Walk north on Lebuh Light to the Penang Tourism office on Lebuh Pantai. Collect the free rod installation map if you want to track all 52.

Turn onto Lebuh Armenian heading west. This is the main stretch — Children on Bicycle at number 89, rod installations throughout. The Kuan Yin Teng temple at the eastern end of Armenian Street is the oldest Chinese temple in Penang (1728) and worth the 10-minute stop if temples are on your list.

Continue west to the Lebuh Cannon junction for the Boy on Motorbike mural.

Head north one block to Lorong Stewart for Little Children on a Chair. From Lorong Stewart, Lorong Muntri is a parallel street immediately north — walk west along it for the Reaching Up mural.

Loop south and east to Lebuh Ah Quee for Girl on a Swing. Lebuh Ah Quee runs south from Lorong Muntri.

Total distance: approximately 2.5 to 3km. The shophouse five-foot ways provide shade for roughly 60% of the route.

Best time to walk

Arrive at Armenian Street by 8am. The murals face various directions but morning light is generally kind, and the crowds — particularly at Children on Bicycle — are manageable before 9am. By 10am on weekends, the bicycle piece has a queue of 10 to 20 people. Weekdays are significantly quieter at all times.

Photography Notes

Children on Bicycle (89 Armenian Street): The wall faces roughly north-northwest. Overcast days give the most even light; direct sun in the afternoon creates harsh shadows from the protruding bicycle. Shooting from across the narrow street gives you the whole composition — step to the far kerb. The lane is only about 6 metres wide.

Lorong Stewart pieces: This lane is narrow and often shaded. A fast lens (f/1.8 or faster) is useful here; the light can be quite low even at midday.

General: The Zacharevic murals are painted on the exterior walls of functioning shophouses with residents living above. The five-foot ways are public space; the shophouse interiors are not. Keep this in mind with cameras and noise.

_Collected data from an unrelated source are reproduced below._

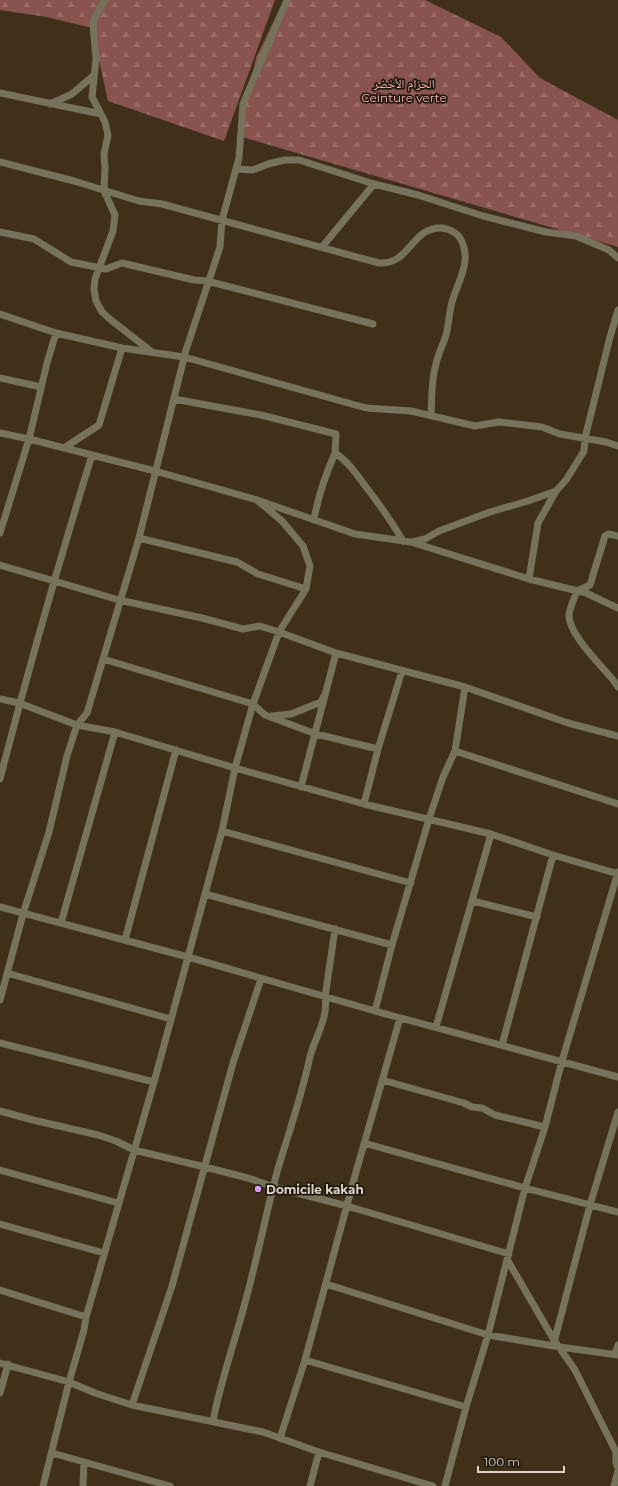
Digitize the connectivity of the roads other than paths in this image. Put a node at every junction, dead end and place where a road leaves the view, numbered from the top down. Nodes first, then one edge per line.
1 (105, 0) edge
2 (287, 0) edge
3 (93, 76) junction
4 (0, 93) edge
5 (50, 104) junction
6 (101, 114) junction
7 (0, 162) edge
8 (237, 169) junction
9 (374, 184) junction
10 (104, 191) junction
11 (222, 220) junction
12 (0, 232) edge
13 (322, 247) junction
14 (618, 258) edge
15 (99, 269) junction
16 (207, 281) junction
17 (618, 310) edge
18 (0, 314) edge
19 (373, 324) dead end
20 (56, 333) junction
21 (122, 348) junction
22 (154, 353) junction
23 (184, 357) junction
24 (0, 378) edge
25 (41, 388) junction
26 (174, 398) junction
27 (431, 415) junction
28 (0, 433) edge
29 (585, 438) junction
30 (29, 439) junction
31 (618, 446) edge
32 (64, 448) junction
33 (335, 453) junction
34 (92, 455) junction
35 (155, 471) junction
36 (556, 490) junction
37 (257, 500) junction
38 (314, 520) junction
39 (0, 533) edge
40 (618, 536) edge
41 (138, 538) junction
42 (403, 541) junction
43 (411, 542) junction
44 (0, 565) edge
45 (529, 579) junction
46 (54, 580) junction
47 (306, 589) junction
48 (577, 591) junction
49 (119, 600) junction
50 (618, 608) edge
51 (279, 632) junction
52 (336, 653) junction
53 (103, 659) junction
54 (402, 671) junction
55 (465, 687) junction
56 (618, 687) edge
57 (325, 695) junction
58 (0, 699) edge
59 (19, 703) junction
60 (253, 704) junction
61 (270, 716) junction
62 (78, 724) junction
63 (115, 732) junction
64 (316, 734) junction
65 (618, 736) edge
66 (378, 749) junction
67 (176, 750) junction
68 (455, 751) junction
69 (235, 768) junction
70 (0, 779) edge
71 (301, 786) junction
72 (364, 804) junction
73 (618, 804) edge
74 (428, 819) junction
75 (222, 831) junction
76 (491, 834) junction
77 (553, 855) junction
78 (618, 874) edge
79 (411, 883) junction
80 (205, 894) junction
81 (473, 901) junction
82 (0, 907) edge
83 (23, 914) junction
84 (537, 917) junction
85 (61, 923) junction
86 (335, 929) junction
87 (125, 940) junction
88 (392, 945) junction
89 (188, 957) junction
90 (7, 973) junction
91 (261, 978) junction
92 (325, 997) junction
93 (0, 1000) edge
94 (375, 1011) junction
95 (171, 1018) junction
96 (400, 1018) junction
97 (436, 1027) junction
98 (0, 1043) edge
99 (502, 1045) junction
100 (562, 1061) junction
101 (618, 1077) edge
102 (382, 1080) junction
103 (154, 1082) junction
104 (0, 1111) edge
105 (618, 1112) edge
106 (545, 1127) junction
107 (364, 1143) junction
108 (134, 1150) junction
109 (205, 1167) junction
110 (0, 1170) edge
111 (274, 1187) junction
112 (525, 1188) junction
113 (118, 1203) junction
114 (590, 1204) junction
115 (347, 1206) junction
116 (618, 1212) edge
117 (0, 1224) edge
118 (104, 1253) junction
119 (509, 1258) junction
120 (326, 1284) junction
121 (0, 1290) edge
122 (86, 1317) junction
123 (488, 1335) junction
124 (556, 1345) junction
125 (618, 1345) edge
126 (617, 1355) edge
127 (305, 1360) junction
128 (0, 1363) edge
129 (8, 1364) junction
130 (69, 1382) junction
131 (0, 1393) edge
132 (132, 1405) junction
133 (466, 1407) junction
134 (213, 1421) junction
135 (281, 1439) junction
136 (319, 1452) junction
137 (52, 1453) junction
138 (84, 1462) junction
139 (618, 1468) edge
140 (618, 1472) edge
141 (43, 1486) edge
142 (83, 1486) edge
143 (170, 1486) edge
144 (310, 1486) edge
145 (432, 1486) edge
146 (445, 1486) edge
147 (614, 1486) edge

1 - 3 street
2 - 8 street
3 - 5 street
3 - 6 street
4 - 5 street
5 - 6 street
6 - 10 street
7 - 10 street
8 - 9 street
8 - 11 street
9 - 13 street
9 - 14 street
10 - 11 street
10 - 15 street
11 - 13 street
11 - 16 street
12 - 15 street
13 - 27 street
15 - 16 street
15 - 22 street
16 - 19 street
16 - 23 street
17 - 29 street
18 - 20 street
20 - 21 street
20 - 25 street
21 - 22 street
21 - 32 street
22 - 23 street
23 - 26 street
23 - 27 street
24 - 25 street
25 - 30 street
26 - 33 street
26 - 35 street
27 - 29 street
28 - 30 street
29 - 31 street
29 - 36 street
30 - 32 street
30 - 39 street
32 - 34 street
33 - 38 street
33 - 42 street
34 - 35 street
34 - 46 street
35 - 37 street
35 - 41 street
36 - 43 street
36 - 45 street
37 - 38 street
37 - 47 street
38 - 42 street
40 - 48 street
41 - 47 street
41 - 49 street
42 - 43 street
43 - 45 street
44 - 46 street
45 - 48 street
46 - 49 street
46 - 59 street
47 - 51 street
48 - 50 street
48 - 56 street
49 - 51 street
49 - 53 street
51 - 52 street
51 - 60 street
52 - 54 street
52 - 57 street
53 - 60 street
53 - 62 street
54 - 55 street
54 - 66 street
55 - 65 street
55 - 68 street
57 - 61 street
57 - 64 street
58 - 59 street
59 - 62 street
59 - 70 street
60 - 61 street
60 - 69 street
61 - 64 street
62 - 63 street
62 - 83 street
63 - 67 street
63 - 85 street
64 - 66 street
64 - 71 street
66 - 72 street
67 - 69 street
67 - 87 street
68 - 73 street
68 - 74 street
69 - 71 street
69 - 75 street
71 - 72 street
72 - 74 street
74 - 76 street
74 - 79 street
75 - 79 street
75 - 80 street
76 - 77 street
76 - 81 street
77 - 78 street
77 - 84 street
78 - 100 street
79 - 88 street
80 - 86 street
80 - 89 street
81 - 84 street
81 - 97 street
82 - 83 street
83 - 85 street
83 - 90 street
84 - 99 street
85 - 87 street
86 - 88 street
86 - 92 street
87 - 89 street
88 - 94 street
89 - 91 street
89 - 95 street
90 - 93 street
90 - 95 street
91 - 92 street
91 - 109 street
92 - 94 street
92 - 111 street
94 - 96 street
95 - 103 street
96 - 97 street
96 - 102 street
97 - 99 street
98 - 103 street
99 - 100 street
100 - 101 street
100 - 106 street
102 - 106 street
102 - 107 street
103 - 108 street
104 - 108 street
105 - 114 street
106 - 112 street
107 - 112 street
107 - 115 street
108 - 109 street
108 - 113 street
109 - 111 street
109 - 132 street
110 - 113 street
111 - 115 street
111 - 134 street
112 - 114 street
112 - 119 street
113 - 118 street
114 - 116 street
114 - 124 street
115 - 119 street
115 - 120 street
117 - 118 street
118 - 122 street
119 - 123 street
119 - 124 street
120 - 123 street
120 - 127 street
121 - 122 street
122 - 130 street
123 - 124 street
123 - 133 street
124 - 126 street
124 - 139 street
125 - 126 street
127 - 133 street
127 - 135 street
128 - 129 street
129 - 130 street
129 - 131 street
130 - 132 street
130 - 137 street
132 - 134 street
133 - 146 street
134 - 135 street
135 - 136 street
136 - 144 street
136 - 145 street
137 - 138 street
137 - 141 street
138 - 142 street
138 - 143 street
140 - 147 street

These are not gallery installations — they're on working buildings in a residential and commercial street.

Wide-angle lenses (24–35mm equivalent) work better than telephoto for most pieces because you're often close to the wall on a narrow street. A 50mm gives you a naturalistic perspective if you can get across the street; longer focal lengths are generally too compressed for the full-mural shots.

Condition Summary (2026)

PieceLocationCondition
Children on Bicycle89 Lebuh ArmenianGood — regularly maintained
Boy on MotorbikeLebuh Armenian / Lebuh CannonGood
Reaching UpLorong MuntriGood
Girl on a SwingLebuh Ah QueeGood — rope maintained
Little Children on a ChairLorong StewartFaded — manage expectations
3D murals (ferry terminal area)Pengkalan Weld / EsplanadeVariable to poor

After the Trail: Food Within 5 Minutes

Oon Kee Cheong Fun — 98 Armenian Street. Steamed rice rolls (cheong fun) from a stall that has been at this address for decades. Opens at 7am. The char siew (BBQ pork) version is the one to order. Cash only; sell out by 10am most days.

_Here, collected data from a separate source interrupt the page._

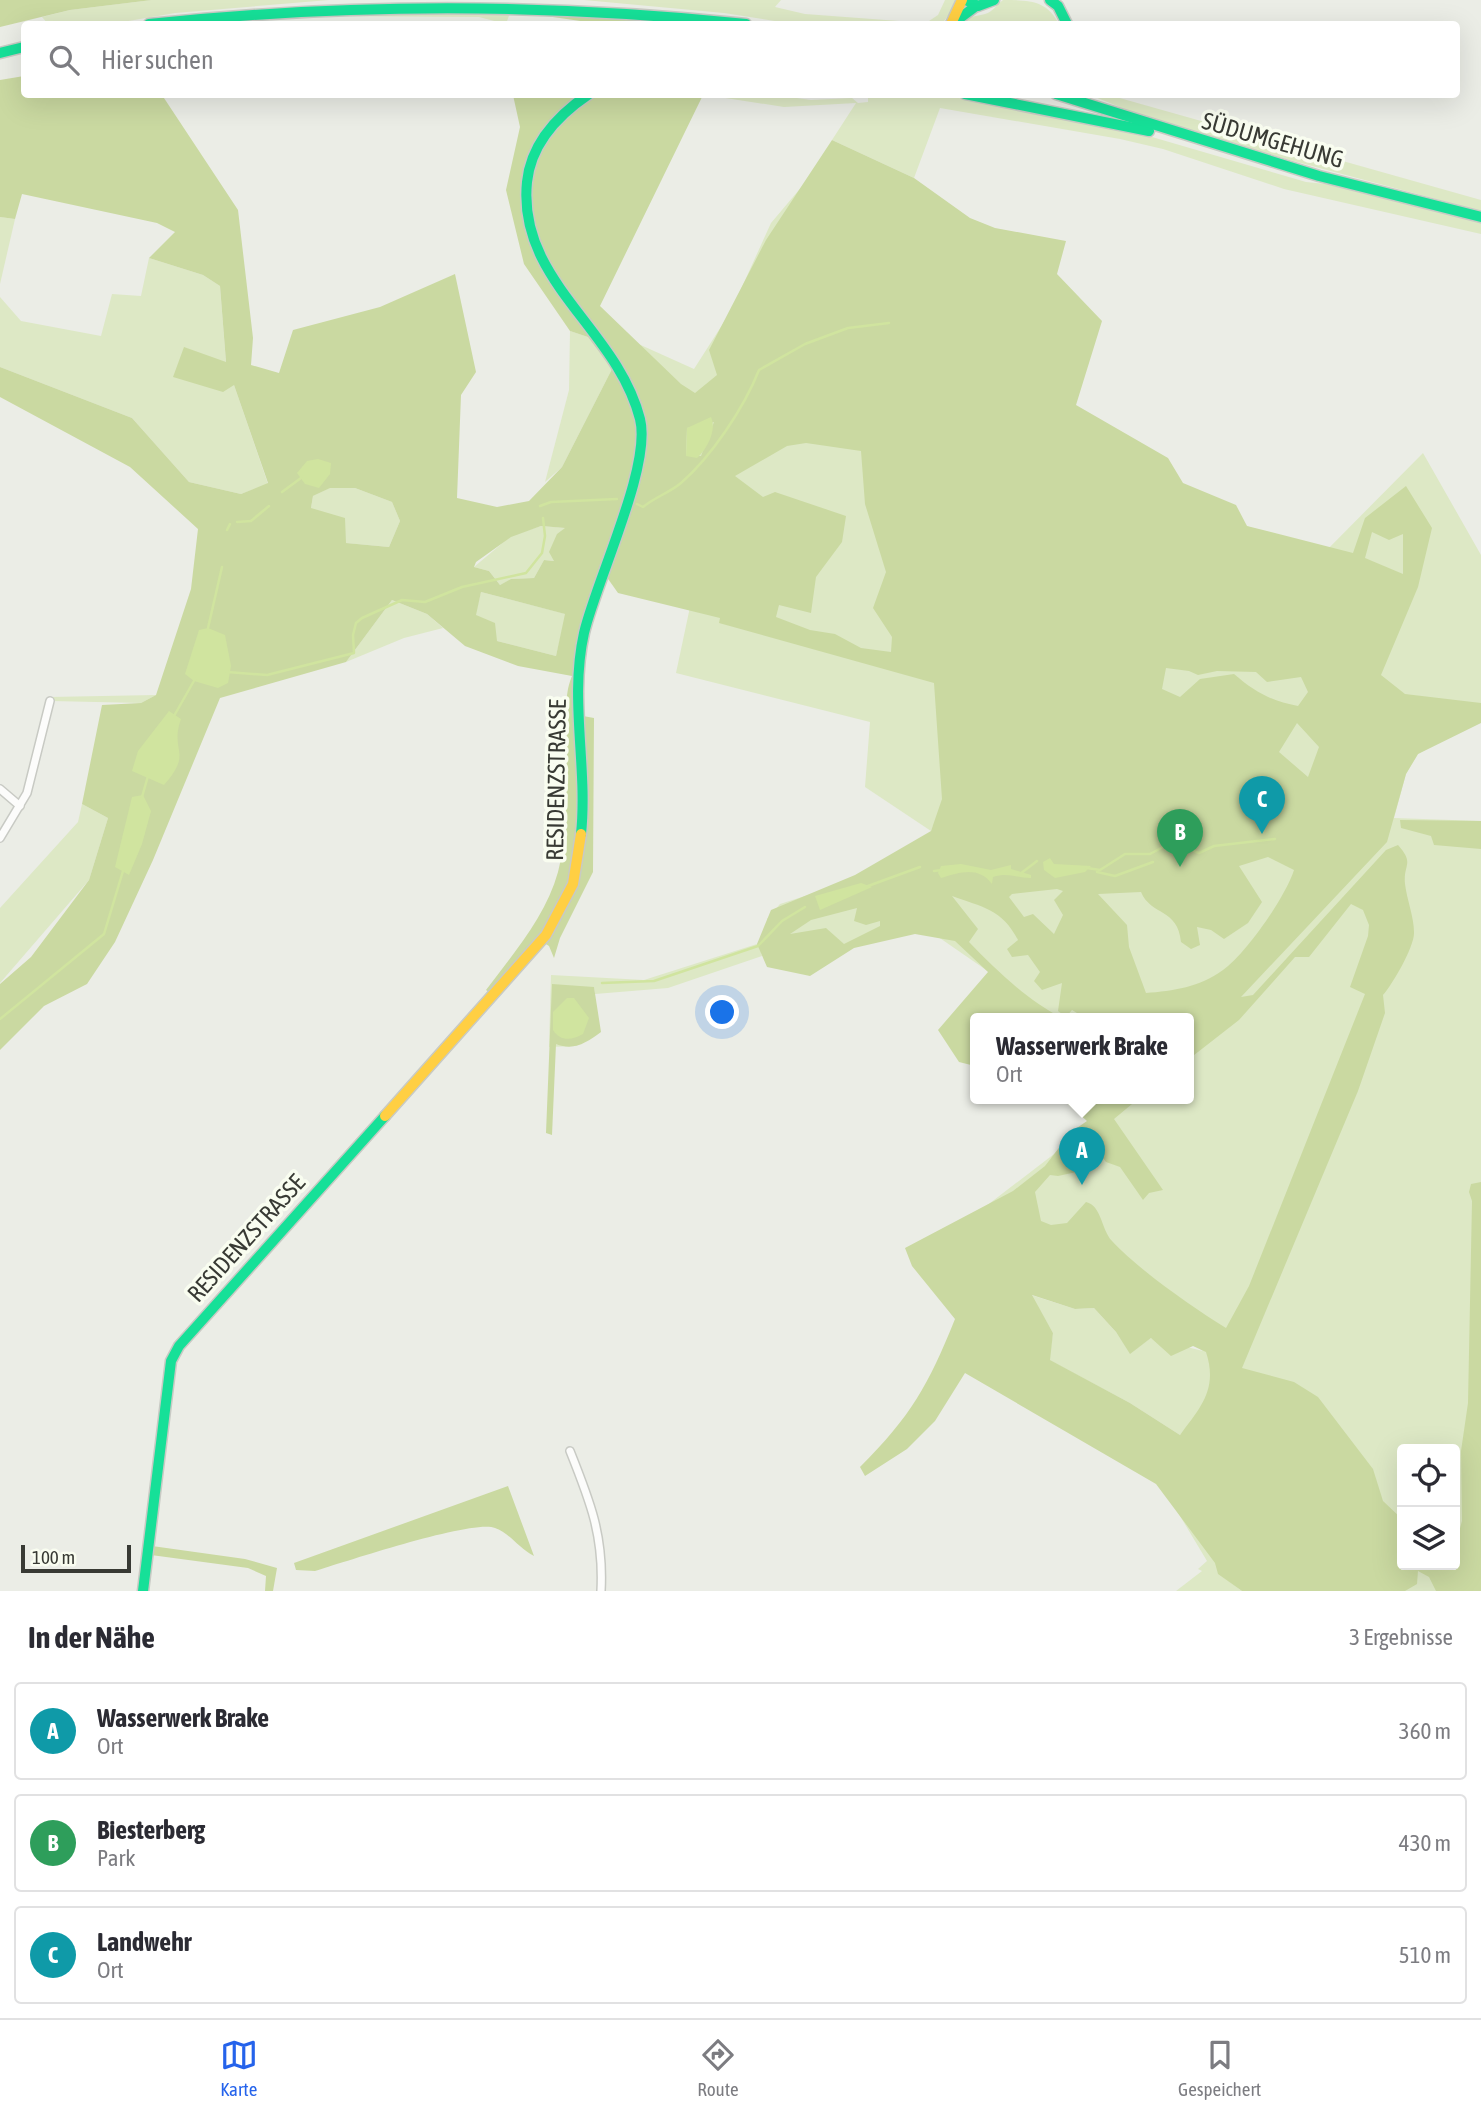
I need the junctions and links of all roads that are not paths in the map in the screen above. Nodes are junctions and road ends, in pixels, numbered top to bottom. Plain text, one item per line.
1 (964, 0) edge
2 (994, 0) edge
3 (1050, 0) edge
4 (976, 6) junction
5 (178, 21) edge
6 (718, 21) edge
7 (954, 21) edge
8 (956, 21) edge
9 (1066, 21) edge
10 (21, 48) edge
11 (0, 52) edge
12 (583, 98) edge
13 (985, 98) edge
14 (1066, 98) edge
15 (1086, 98) edge
16 (1102, 110) junction
17 (1194, 139) junction
18 (1481, 217) edge
19 (50, 701) dead end
20 (0, 789) edge
21 (20, 806) junction
22 (0, 838) edge
23 (570, 1451) dead end
24 (142, 1591) edge
25 (601, 1591) edge

1 - 4 main road
1 - 7 main road
2 - 4 main road
3 - 9 main road
4 - 8 main road
5 - 6 main road
10 - 11 main road
12 - 24 main road, RESIDENZSTRASSE
13 - 17 main road
14 - 16 main road, SÜDUMGEHUNG
15 - 16 main road
16 - 17 main road, SÜDUMGEHUNG
17 - 18 main road, SÜDUMGEHUNG
19 - 21 street
20 - 21 street
21 - 22 street
23 - 25 street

Toh Soon Cafe — Lorong Campbell (5-minute walk from Armenian Street, heading north past Lebuh Chulia). A legendary coffee shop operating from inside a narrow pre-war shophouse. Fresh eggs, kaya toast, and the kind of kopi that is half condensed milk by volume. Opens 7:30am. Cash only. The lunchtime queue can be long; if you're there before 9am, you'll be fine.

Local tip

The rod-iron installations are the most under-visited element of the whole street art system. If you spend the full three hours and cover both the Zacharevic murals and the rod installation map, you leave with a more complete picture of what the 2012 Arts of the Streets project was actually trying to do — and a set of photographs that most visitors to Penang never take.

The Zacharevic murals are not reliably pinned in Google Maps. The most practical approach: navigate Waze or Google Maps to "Armenian Street, George Town" and walk from there using this guide as your reference. The Penang Tourism office map (free, Lebuh Pantai) covers all 52 rod installations and most of the major murals. A WeChat mini-program version of the trail map is also available for those who use WeChat.

The entire heritage zone is walkable — no tuk-tuks or transport required once you're on Armenian Street. If arriving by car, park at the open-air lots near the Esplanade on Jalan Tun Syed Sheh Barakbah; walking from there to Armenian Street takes about 10 minutes.